RECORDS SUPPLIED:
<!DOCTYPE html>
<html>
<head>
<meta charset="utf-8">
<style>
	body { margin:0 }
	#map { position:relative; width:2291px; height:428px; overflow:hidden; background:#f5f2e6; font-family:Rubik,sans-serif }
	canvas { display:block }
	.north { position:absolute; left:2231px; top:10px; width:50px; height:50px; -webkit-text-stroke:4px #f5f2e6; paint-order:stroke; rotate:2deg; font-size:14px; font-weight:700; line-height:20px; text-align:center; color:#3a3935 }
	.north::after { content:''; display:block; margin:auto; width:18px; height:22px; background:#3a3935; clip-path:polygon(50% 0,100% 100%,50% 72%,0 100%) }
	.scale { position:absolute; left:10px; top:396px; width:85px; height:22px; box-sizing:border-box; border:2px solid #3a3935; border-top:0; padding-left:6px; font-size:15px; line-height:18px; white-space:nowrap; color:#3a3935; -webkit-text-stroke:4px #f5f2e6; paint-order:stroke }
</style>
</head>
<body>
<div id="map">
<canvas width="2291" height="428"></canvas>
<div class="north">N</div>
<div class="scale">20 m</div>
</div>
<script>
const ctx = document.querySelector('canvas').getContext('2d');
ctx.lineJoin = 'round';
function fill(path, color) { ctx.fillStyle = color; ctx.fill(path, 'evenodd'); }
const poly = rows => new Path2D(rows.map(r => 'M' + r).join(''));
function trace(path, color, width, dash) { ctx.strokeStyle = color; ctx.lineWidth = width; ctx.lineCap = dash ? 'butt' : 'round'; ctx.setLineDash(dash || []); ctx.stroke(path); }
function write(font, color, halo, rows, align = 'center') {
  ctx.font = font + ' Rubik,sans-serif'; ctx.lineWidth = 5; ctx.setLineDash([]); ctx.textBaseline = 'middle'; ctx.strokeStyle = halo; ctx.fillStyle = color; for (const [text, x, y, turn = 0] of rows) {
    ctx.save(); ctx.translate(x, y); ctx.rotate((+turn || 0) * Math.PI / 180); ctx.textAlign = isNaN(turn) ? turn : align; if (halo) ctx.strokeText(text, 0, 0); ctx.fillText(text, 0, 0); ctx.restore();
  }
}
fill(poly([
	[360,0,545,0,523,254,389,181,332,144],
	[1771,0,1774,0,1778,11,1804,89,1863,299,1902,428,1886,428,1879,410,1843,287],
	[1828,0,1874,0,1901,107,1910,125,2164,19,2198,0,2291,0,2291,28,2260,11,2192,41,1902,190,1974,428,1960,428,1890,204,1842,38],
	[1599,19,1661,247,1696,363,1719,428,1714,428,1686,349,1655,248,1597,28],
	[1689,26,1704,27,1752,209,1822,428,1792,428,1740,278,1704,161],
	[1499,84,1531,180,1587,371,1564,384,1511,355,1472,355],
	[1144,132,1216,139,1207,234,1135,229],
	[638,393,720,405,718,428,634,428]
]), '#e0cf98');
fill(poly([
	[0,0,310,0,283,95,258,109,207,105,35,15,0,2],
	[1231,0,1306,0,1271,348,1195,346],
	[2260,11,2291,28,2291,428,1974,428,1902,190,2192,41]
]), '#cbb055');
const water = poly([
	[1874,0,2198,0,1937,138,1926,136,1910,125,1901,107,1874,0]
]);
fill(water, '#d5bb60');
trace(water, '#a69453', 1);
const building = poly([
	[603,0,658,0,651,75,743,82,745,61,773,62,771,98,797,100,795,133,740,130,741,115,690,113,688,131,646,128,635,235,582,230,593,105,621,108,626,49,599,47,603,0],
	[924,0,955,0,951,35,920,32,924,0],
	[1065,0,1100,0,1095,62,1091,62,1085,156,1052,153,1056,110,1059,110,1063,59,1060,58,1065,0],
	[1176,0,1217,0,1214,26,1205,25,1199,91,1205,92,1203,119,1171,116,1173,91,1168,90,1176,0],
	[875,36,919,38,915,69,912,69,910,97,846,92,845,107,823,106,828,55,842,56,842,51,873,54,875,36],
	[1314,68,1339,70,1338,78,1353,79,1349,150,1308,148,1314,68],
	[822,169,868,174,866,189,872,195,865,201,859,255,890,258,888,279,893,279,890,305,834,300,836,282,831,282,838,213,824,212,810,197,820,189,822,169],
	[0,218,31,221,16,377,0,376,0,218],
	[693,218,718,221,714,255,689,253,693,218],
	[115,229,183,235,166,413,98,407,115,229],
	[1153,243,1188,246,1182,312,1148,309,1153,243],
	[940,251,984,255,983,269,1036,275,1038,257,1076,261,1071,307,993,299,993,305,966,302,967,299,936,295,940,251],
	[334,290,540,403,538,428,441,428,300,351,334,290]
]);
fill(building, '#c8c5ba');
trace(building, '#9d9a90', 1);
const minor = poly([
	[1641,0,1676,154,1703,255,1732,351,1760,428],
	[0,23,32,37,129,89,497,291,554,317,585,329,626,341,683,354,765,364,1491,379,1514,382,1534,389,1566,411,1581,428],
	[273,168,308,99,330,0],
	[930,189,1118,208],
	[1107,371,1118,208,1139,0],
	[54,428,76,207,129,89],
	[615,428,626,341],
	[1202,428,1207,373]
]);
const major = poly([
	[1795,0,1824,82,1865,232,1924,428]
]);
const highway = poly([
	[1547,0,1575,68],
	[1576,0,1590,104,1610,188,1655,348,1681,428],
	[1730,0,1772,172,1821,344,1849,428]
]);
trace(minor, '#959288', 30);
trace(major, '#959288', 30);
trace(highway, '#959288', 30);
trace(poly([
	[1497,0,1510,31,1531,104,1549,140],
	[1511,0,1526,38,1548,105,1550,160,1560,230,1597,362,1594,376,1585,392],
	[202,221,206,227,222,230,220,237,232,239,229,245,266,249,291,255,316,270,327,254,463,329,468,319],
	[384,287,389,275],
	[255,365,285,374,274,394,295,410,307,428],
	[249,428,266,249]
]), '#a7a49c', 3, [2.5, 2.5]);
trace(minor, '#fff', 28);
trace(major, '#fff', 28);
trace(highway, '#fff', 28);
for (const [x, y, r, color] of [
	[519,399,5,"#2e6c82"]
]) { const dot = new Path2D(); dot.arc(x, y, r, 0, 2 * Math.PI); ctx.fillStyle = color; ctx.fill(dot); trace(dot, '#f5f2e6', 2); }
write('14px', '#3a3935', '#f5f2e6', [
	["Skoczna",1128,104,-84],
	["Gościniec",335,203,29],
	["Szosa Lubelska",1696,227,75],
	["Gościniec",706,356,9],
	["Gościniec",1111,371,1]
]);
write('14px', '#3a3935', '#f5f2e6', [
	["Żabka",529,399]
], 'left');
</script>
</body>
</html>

WORK TO BE COMPLETED: If a line falls between the first line of the records and the line containing "function write(font, color, halo, rows, align", inclusive, repeat it exactly; leave out all others.

YOUR RESPONSE:
<!DOCTYPE html>
<html>
<head>
<meta charset="utf-8">
<style>
	body { margin:0 }
	#map { position:relative; width:2291px; height:428px; overflow:hidden; background:#f5f2e6; font-family:Rubik,sans-serif }
	canvas { display:block }
	.north { position:absolute; left:2231px; top:10px; width:50px; height:50px; -webkit-text-stroke:4px #f5f2e6; paint-order:stroke; rotate:2deg; font-size:14px; font-weight:700; line-height:20px; text-align:center; color:#3a3935 }
	.north::after { content:''; display:block; margin:auto; width:18px; height:22px; background:#3a3935; clip-path:polygon(50% 0,100% 100%,50% 72%,0 100%) }
	.scale { position:absolute; left:10px; top:396px; width:85px; height:22px; box-sizing:border-box; border:2px solid #3a3935; border-top:0; padding-left:6px; font-size:15px; line-height:18px; white-space:nowrap; color:#3a3935; -webkit-text-stroke:4px #f5f2e6; paint-order:stroke }
</style>
</head>
<body>
<div id="map">
<canvas width="2291" height="428"></canvas>
<div class="north">N</div>
<div class="scale">20 m</div>
</div>
<script>
const ctx = document.querySelector('canvas').getContext('2d');
ctx.lineJoin = 'round';
function fill(path, color) { ctx.fillStyle = color; ctx.fill(path, 'evenodd'); }
const poly = rows => new Path2D(rows.map(r => 'M' + r).join(''));
function trace(path, color, width, dash) { ctx.strokeStyle = color; ctx.lineWidth = width; ctx.lineCap = dash ? 'butt' : 'round'; ctx.setLineDash(dash || []); ctx.stroke(path); }
function write(font, color, halo, rows, align = 'center') {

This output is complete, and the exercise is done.